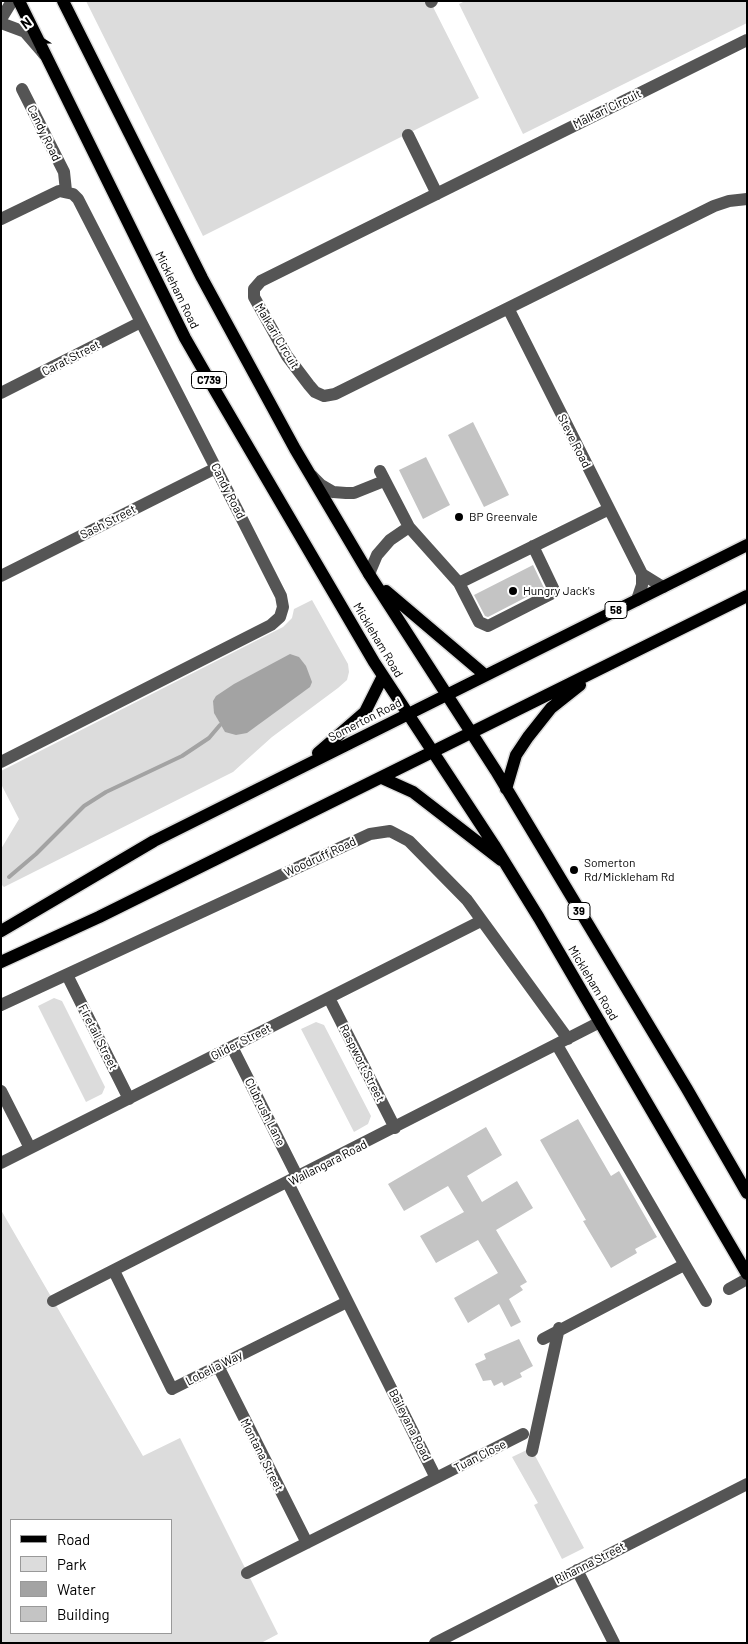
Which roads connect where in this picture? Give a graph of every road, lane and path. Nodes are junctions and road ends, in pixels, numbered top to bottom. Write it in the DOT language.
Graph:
graph roads {
  1 [pos="12,1"];
  2 [pos="20,1"];
  3 [pos="63,1"];
  4 [pos="1,19"];
  5 [pos="1,23"];
  6 [pos="747,40"];
  7 [pos="44,54"];
  8 [pos="22,89"];
  9 [pos="408,135"];
  10 [pos="66,191"];
  11 [pos="437,194"];
  12 [pos="747,199"];
  13 [pos="1,219"];
  14 [pos="508,308"];
  15 [pos="141,322"];
  16 [pos="1,393"];
  17 [pos="216,468"];
  18 [pos="308,472"];
  19 [pos="609,509"];
  20 [pos="409,527"];
  21 [pos="747,545"];
  22 [pos="534,546"];
  23 [pos="369,574"];
  24 [pos="642,574"];
  25 [pos="1,576"];
  26 [pos="459,583"];
  27 [pos="662,587"];
  28 [pos="747,596"];
  29 [pos="637,600"];
  30 [pos="598,670"];
  31 [pos="485,675"];
  32 [pos="383,676"];
  33 [pos="446,695"];
  34 [pos="407,714"];
  35 [pos="471,733"];
  36 [pos="432,753"];
  37 [pos="1,762"];
  38 [pos="301,768"];
  39 [pos="382,778"];
  40 [pos="506,790"];
  41 [pos="507,865"];
  42 [pos="481,921"];
  43 [pos="1,932"];
  44 [pos="1,962"];
  45 [pos="67,975"];
  46 [pos="329,998"];
  47 [pos="1,1005"];
  48 [pos="600,1022"];
  49 [pos="562,1042"];
  50 [pos="232,1047"];
  51 [pos="1,1091"];
  52 [pos="129,1099"];
  53 [pos="395,1128"];
  54 [pos="30,1148"];
  55 [pos="1,1163"];
  56 [pos="293,1180"];
  57 [pos="747,1193"];
  58 [pos="684,1265"];
  59 [pos="114,1271"];
  60 [pos="747,1274"];
  61 [pos="747,1280"];
  62 [pos="729,1289"];
  63 [pos="54,1301"];
  64 [pos="706,1301"];
  65 [pos="348,1302"];
  66 [pos="559,1328"];
  67 [pos="543,1339"];
  68 [pos="218,1366"];
  69 [pos="523,1434"];
  70 [pos="532,1451"];
  71 [pos="436,1478"];
  72 [pos="747,1484"];
  73 [pos="307,1543"];
  74 [pos="577,1570"];
  75 [pos="248,1573"];
  76 [pos="439,1642"];
  77 [pos="614,1643"];
  1 -- 4 [label="street"];
  2 -- 7 [label="main road, Mickleham Road / C739"];
  3 -- 18 [label="main road, Mickleham Road"];
  5 -- 7 [label="street"];
  6 -- 11 [label="street, Malkari Circuit"];
  7 -- 32 [label="main road, Mickleham Road / C739"];
  8 -- 10 [label="street, Candy Road"];
  9 -- 11 [label="street"];
  10 -- 13 [label="street"];
  10 -- 15 [label="street, Candy Road"];
  11 -- 14 [label="street, Malkari Circuit"];
  12 -- 14 [label="street, Malkari Circuit"];
  14 -- 19 [label="street, Steve Road"];
  15 -- 16 [label="street, Carat Street"];
  15 -- 17 [label="street, Candy Road"];
  17 -- 25 [label="street, Sash Street"];
  17 -- 37 [label="street, Candy Road"];
  18 -- 20 [label="street"];
  18 -- 23 [label="main road, Mickleham Road"];
  19 -- 22 [label="street"];
  19 -- 24 [label="street, Steve Road"];
  20 -- 23 [label="street"];
  20 -- 26 [label="street"];
  21 -- 27 [label="main road, Somerton Road / 58"];
  22 -- 26 [label="street"];
  22 -- 26 [label="street"];
  23 -- 31 [label="main road"];
  23 -- 33 [label="main road, Mickleham Road"];
  24 -- 27 [label="street"];
  24 -- 29 [label="street"];
  27 -- 29 [label="main road, Somerton Road / 58"];
  28 -- 30 [label="main road"];
  29 -- 31 [label="main road, Somerton Road / 58"];
  30 -- 35 [label="main road"];
  30 -- 40 [label="main road"];
  31 -- 33 [label="main road, Somerton Road / 58"];
  32 -- 34 [label="main road, Mickleham Road / C739"];
  32 -- 38 [label="main road"];
  33 -- 34 [label="main road, Somerton Road / 58"];
  33 -- 35 [label="main road, Mickleham Road"];
  34 -- 36 [label="main road, Mickleham Road"];
  34 -- 38 [label="main road, Somerton Road / 58"];
  35 -- 36 [label="main road"];
  35 -- 40 [label="main road, Mickleham Road / 39"];
  36 -- 39 [label="main road"];
  36 -- 41 [label="main road, Mickleham Road"];
  38 -- 43 [label="main road, Somerton Road / 58"];
  39 -- 41 [label="main road"];
  39 -- 44 [label="main road"];
  40 -- 57 [label="main road, Mickleham Road / 39"];
  41 -- 48 [label="main road, Mickleham Road"];
  42 -- 45 [label="street, Woodruff Road"];
  42 -- 46 [label="street, Glider Street"];
  42 -- 49 [label="street, Woodruff Road"];
  45 -- 47 [label="street, Woodruff Road"];
  45 -- 52 [label="street, Firetail Street"];
  46 -- 50 [label="street, Glider Street"];
  46 -- 53 [label="street, Raspwort Street"];
  48 -- 49 [label="street, Wallangara Road"];
  48 -- 60 [label="main road, Mickleham Road"];
  49 -- 53 [label="street, Wallangara Road"];
  49 -- 58 [label="street, Woodruff Road"];
  50 -- 52 [label="street, Glider Street"];
  50 -- 56 [label="street, Clubrush Lane"];
  51 -- 54 [label="street"];
  52 -- 54 [label="street, Glider Street"];
  53 -- 56 [label="street, Wallangara Road"];
  54 -- 55 [label="street, Glider Street"];
  56 -- 59 [label="street, Wallangara Road"];
  56 -- 65 [label="street, Baileyana Road"];
  58 -- 64 [label="street, Woodruff Road"];
  58 -- 66 [label="street"];
  59 -- 63 [label="street, Wallangara Road"];
  59 -- 68 [label="street, Lobelia Way"];
  61 -- 62 [label="street"];
  65 -- 68 [label="street, Lobelia Way"];
  65 -- 71 [label="street, Baileyana Road"];
  66 -- 67 [label="street"];
  66 -- 70 [label="street"];
  68 -- 73 [label="street, Montana Street"];
  69 -- 71 [label="street, Tuan Close"];
  71 -- 73 [label="street"];
  72 -- 74 [label="street, Rihanna Street"];
  73 -- 75 [label="street"];
  74 -- 76 [label="street, Rihanna Street"];
  74 -- 77 [label="street"];
}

Exercise details: The answer is the listing above restated word for word, pictures removed.

Result:
Which roads connect where in this picture? Give a graph of every road, lane and path. Nodes are junctions and road ends, in pixels, numbered top to bottom. Write it in the DOT language.
Graph:
graph roads {
  1 [pos="12,1"];
  2 [pos="20,1"];
  3 [pos="63,1"];
  4 [pos="1,19"];
  5 [pos="1,23"];
  6 [pos="747,40"];
  7 [pos="44,54"];
  8 [pos="22,89"];
  9 [pos="408,135"];
  10 [pos="66,191"];
  11 [pos="437,194"];
  12 [pos="747,199"];
  13 [pos="1,219"];
  14 [pos="508,308"];
  15 [pos="141,322"];
  16 [pos="1,393"];
  17 [pos="216,468"];
  18 [pos="308,472"];
  19 [pos="609,509"];
  20 [pos="409,527"];
  21 [pos="747,545"];
  22 [pos="534,546"];
  23 [pos="369,574"];
  24 [pos="642,574"];
  25 [pos="1,576"];
  26 [pos="459,583"];
  27 [pos="662,587"];
  28 [pos="747,596"];
  29 [pos="637,600"];
  30 [pos="598,670"];
  31 [pos="485,675"];
  32 [pos="383,676"];
  33 [pos="446,695"];
  34 [pos="407,714"];
  35 [pos="471,733"];
  36 [pos="432,753"];
  37 [pos="1,762"];
  38 [pos="301,768"];
  39 [pos="382,778"];
  40 [pos="506,790"];
  41 [pos="507,865"];
  42 [pos="481,921"];
  43 [pos="1,932"];
  44 [pos="1,962"];
  45 [pos="67,975"];
  46 [pos="329,998"];
  47 [pos="1,1005"];
  48 [pos="600,1022"];
  49 [pos="562,1042"];
  50 [pos="232,1047"];
  51 [pos="1,1091"];
  52 [pos="129,1099"];
  53 [pos="395,1128"];
  54 [pos="30,1148"];
  55 [pos="1,1163"];
  56 [pos="293,1180"];
  57 [pos="747,1193"];
  58 [pos="684,1265"];
  59 [pos="114,1271"];
  60 [pos="747,1274"];
  61 [pos="747,1280"];
  62 [pos="729,1289"];
  63 [pos="54,1301"];
  64 [pos="706,1301"];
  65 [pos="348,1302"];
  66 [pos="559,1328"];
  67 [pos="543,1339"];
  68 [pos="218,1366"];
  69 [pos="523,1434"];
  70 [pos="532,1451"];
  71 [pos="436,1478"];
  72 [pos="747,1484"];
  73 [pos="307,1543"];
  74 [pos="577,1570"];
  75 [pos="248,1573"];
  76 [pos="439,1642"];
  77 [pos="614,1643"];
  1 -- 4 [label="street"];
  2 -- 7 [label="main road, Mickleham Road / C739"];
  3 -- 18 [label="main road, Mickleham Road"];
  5 -- 7 [label="street"];
  6 -- 11 [label="street, Malkari Circuit"];
  7 -- 32 [label="main road, Mickleham Road / C739"];
  8 -- 10 [label="street, Candy Road"];
  9 -- 11 [label="street"];
  10 -- 13 [label="street"];
  10 -- 15 [label="street, Candy Road"];
  11 -- 14 [label="street, Malkari Circuit"];
  12 -- 14 [label="street, Malkari Circuit"];
  14 -- 19 [label="street, Steve Road"];
  15 -- 16 [label="street, Carat Street"];
  15 -- 17 [label="street, Candy Road"];
  17 -- 25 [label="street, Sash Street"];
  17 -- 37 [label="street, Candy Road"];
  18 -- 20 [label="street"];
  18 -- 23 [label="main road, Mickleham Road"];
  19 -- 22 [label="street"];
  19 -- 24 [label="street, Steve Road"];
  20 -- 23 [label="street"];
  20 -- 26 [label="street"];
  21 -- 27 [label="main road, Somerton Road / 58"];
  22 -- 26 [label="street"];
  22 -- 26 [label="street"];
  23 -- 31 [label="main road"];
  23 -- 33 [label="main road, Mickleham Road"];
  24 -- 27 [label="street"];
  24 -- 29 [label="street"];
  27 -- 29 [label="main road, Somerton Road / 58"];
  28 -- 30 [label="main road"];
  29 -- 31 [label="main road, Somerton Road / 58"];
  30 -- 35 [label="main road"];
  30 -- 40 [label="main road"];
  31 -- 33 [label="main road, Somerton Road / 58"];
  32 -- 34 [label="main road, Mickleham Road / C739"];
  32 -- 38 [label="main road"];
  33 -- 34 [label="main road, Somerton Road / 58"];
  33 -- 35 [label="main road, Mickleham Road"];
  34 -- 36 [label="main road, Mickleham Road"];
  34 -- 38 [label="main road, Somerton Road / 58"];
  35 -- 36 [label="main road"];
  35 -- 40 [label="main road, Mickleham Road / 39"];
  36 -- 39 [label="main road"];
  36 -- 41 [label="main road, Mickleham Road"];
  38 -- 43 [label="main road, Somerton Road / 58"];
  39 -- 41 [label="main road"];
  39 -- 44 [label="main road"];
  40 -- 57 [label="main road, Mickleham Road / 39"];
  41 -- 48 [label="main road, Mickleham Road"];
  42 -- 45 [label="street, Woodruff Road"];
  42 -- 46 [label="street, Glider Street"];
  42 -- 49 [label="street, Woodruff Road"];
  45 -- 47 [label="street, Woodruff Road"];
  45 -- 52 [label="street, Firetail Street"];
  46 -- 50 [label="street, Glider Street"];
  46 -- 53 [label="street, Raspwort Street"];
  48 -- 49 [label="street, Wallangara Road"];
  48 -- 60 [label="main road, Mickleham Road"];
  49 -- 53 [label="street, Wallangara Road"];
  49 -- 58 [label="street, Woodruff Road"];
  50 -- 52 [label="street, Glider Street"];
  50 -- 56 [label="street, Clubrush Lane"];
  51 -- 54 [label="street"];
  52 -- 54 [label="street, Glider Street"];
  53 -- 56 [label="street, Wallangara Road"];
  54 -- 55 [label="street, Glider Street"];
  56 -- 59 [label="street, Wallangara Road"];
  56 -- 65 [label="street, Baileyana Road"];
  58 -- 64 [label="street, Woodruff Road"];
  58 -- 66 [label="street"];
  59 -- 63 [label="street, Wallangara Road"];
  59 -- 68 [label="street, Lobelia Way"];
  61 -- 62 [label="street"];
  65 -- 68 [label="street, Lobelia Way"];
  65 -- 71 [label="street, Baileyana Road"];
  66 -- 67 [label="street"];
  66 -- 70 [label="street"];
  68 -- 73 [label="street, Montana Street"];
  69 -- 71 [label="street, Tuan Close"];
  71 -- 73 [label="street"];
  72 -- 74 [label="street, Rihanna Street"];
  73 -- 75 [label="street"];
  74 -- 76 [label="street, Rihanna Street"];
  74 -- 77 [label="street"];
}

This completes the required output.